As women, we’re constantly thrown stereotypes that make us seem weak, vulnerable and incapable of managing our emotions, but that’s BS. I’ve always felt overly sensitive, but not in the way you might think. When I say I feel too much, I simply mean that I feel emotions on a level that most people wouldn’t understand. Funny enough, I’m more than okay with it — here’s why:
- It makes me a problem solver. I don’t know about you, but when I see sad animal shelter commercials or read news about refugee families having no home to escape to, I don’t just get upset. I think about what could be done to help these animals and individuals who deserve so much more in life. Even if I can’t personally solve their problems, I think about small things I could do to help, like donating money to provide them with resources necessary to survive.
- It makes me seem more approachable and friendly. When I’m sensitive to people, they notice. People pick up on social cues quickly, and when I demonstrate compassion towards strangers especially, they’re more likely to befriend me and engage in conversation.
- I’m more open-minded because of it. Feeling too much makes me look at issues from all viewpoints. I consider other people’s feelings and opinions when I make judgments because I strive to understand what I’ve not yet emotionally experienced.
- It enhances my life experiences. I attribute my overall happiness with life to my ability to feel on a higher level. Emotions are what make life worth living. If I didn’t feel too much, I wouldn’t appreciate experiences as they’re happening; I wouldn’t be living in the moment. I am grateful for my life because I have traveled, seen the world and met people who touched my heart in ways that I will always cherish.

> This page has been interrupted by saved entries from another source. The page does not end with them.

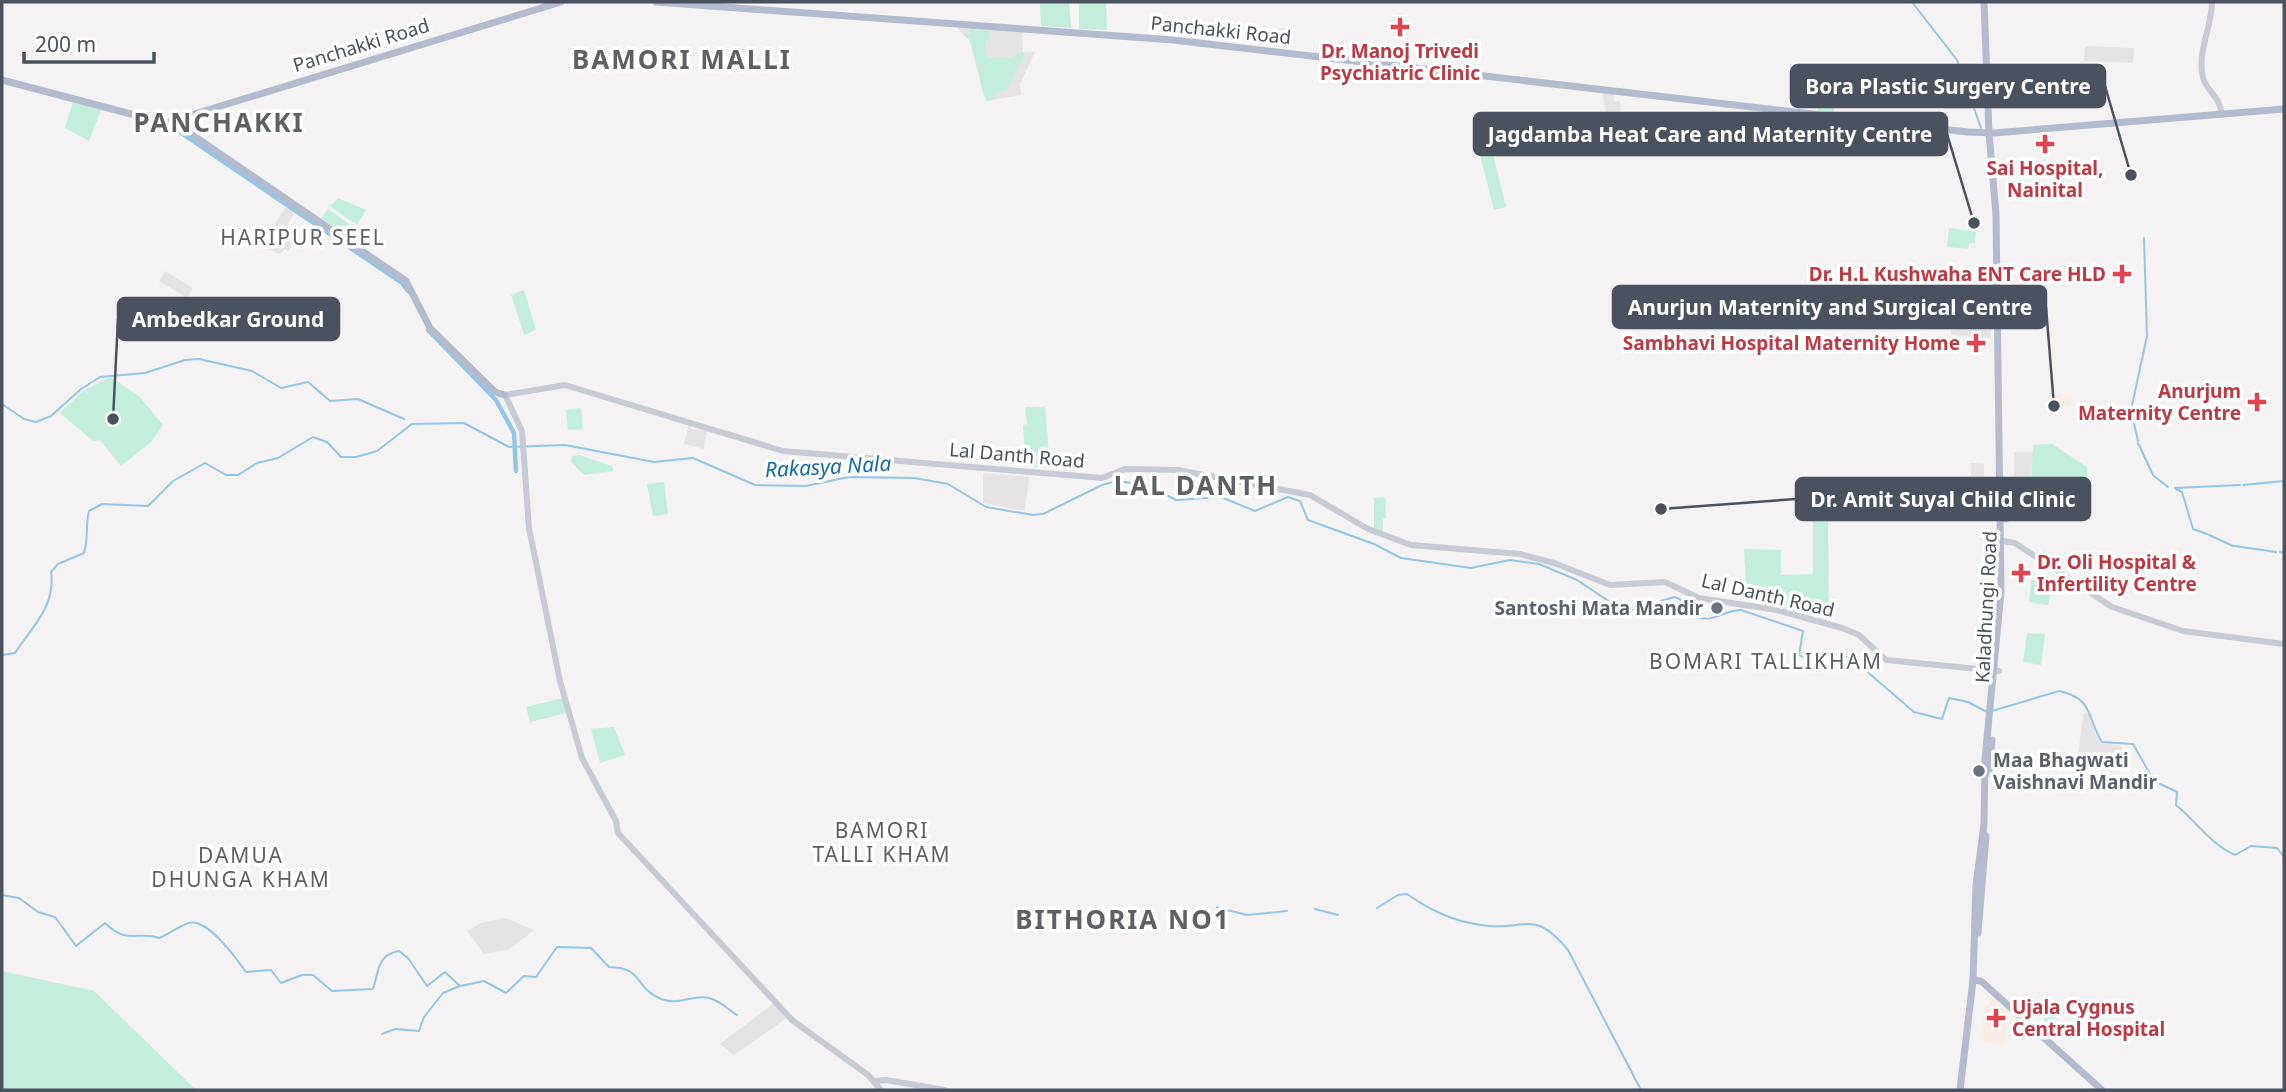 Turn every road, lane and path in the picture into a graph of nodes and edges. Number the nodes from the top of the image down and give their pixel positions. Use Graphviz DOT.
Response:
graph roads {
  1 [pos="561,2"];
  2 [pos="656,2"];
  3 [pos="1986,2"];
  4 [pos="2212,2"];
  5 [pos="2,80"];
  6 [pos="2284,109"];
  7 [pos="190,115"];
  8 [pos="2222,116"];
  9 [pos="172,121"];
  10 [pos="1992,133"];
  11 [pos="190,135"];
  12 [pos="505,395"];
  13 [pos="2005,541"];
  14 [pos="2284,644"];
  15 [pos="1997,671"];
  16 [pos="1974,980"];
  17 [pos="874,1081"];
  18 [pos="881,1090"];
  19 [pos="945,1090"];
  20 [pos="1962,1090"];
  21 [pos="2102,1090"];
  1 -- 7 [label="main road, Panchakki Road"];
  2 -- 10 [label="main road, Panchakki Road"];
  3 -- 10 [label="main road, Kaladhungi Road"];
  4 -- 8 [label="street"];
  5 -- 9 [label="main road"];
  6 -- 8 [label="main road, Panchakki Road"];
  7 -- 9 [label="main road, Panchakki Road"];
  7 -- 11 [label="main road"];
  8 -- 10 [label="main road, Panchakki Road"];
  9 -- 11 [label="main road"];
  10 -- 13 [label="main road, Kaladhungi Road"];
  11 -- 12 [label="main road"];
  12 -- 15 [label="street, Lal Danth Road"];
  12 -- 17 [label="street"];
  13 -- 14 [label="street"];
  13 -- 15 [label="main road, Kaladhungi Road"];
  15 -- 16 [label="main road, Kaladhungi Road"];
  16 -- 20 [label="main road, Kaladhungi Road"];
  16 -- 21 [label="main road"];
  17 -- 18 [label="street"];
  17 -- 19 [label="street"];
}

- It helps me appreciate the little things. When I’m reading a sad news story, I put myself in the victim’s shoes because I want to recognize how drastically different my life could be. I always take time out of my day to remind myself how lucky I am to have a roof over my head and food in the fridge. Not only that, but to also have a loving, supportive family and friends that I can count on to be there for me.
- It makes me more creative. As someone who works in a creative field, I constantly use my emotions to guide me to not only good ideas, but brilliant ideas. Because I feel too much, I see the world from a different perspective than most people. This perspective makes me more creative because I don’t settle on one truth or another; instead, I blend your ideas together to form a thorough, coherent thought.
- It pushes me to ask the hard questions. I’m a sensitive person, so I don’t settle for yes or no answers or believe everything the media tells me. I look at the world through an unbiased lens because I want to understand. When I interpret a situation, I ask myself how the situation affects individuals and the world, not just me personally.
- It improves my relationships. Feeling too much means I’m always looking to resolve conflict and bring people together instead of tearing them apart (figuratively, of course). And same goes for my personal relationships. Because I’m sensitive to other people’s values, beliefs and feelings, my relationships are more likely to remain peaceful because all everyone wants is for someone to listen to them. After all, emphasizing with people is what we do best.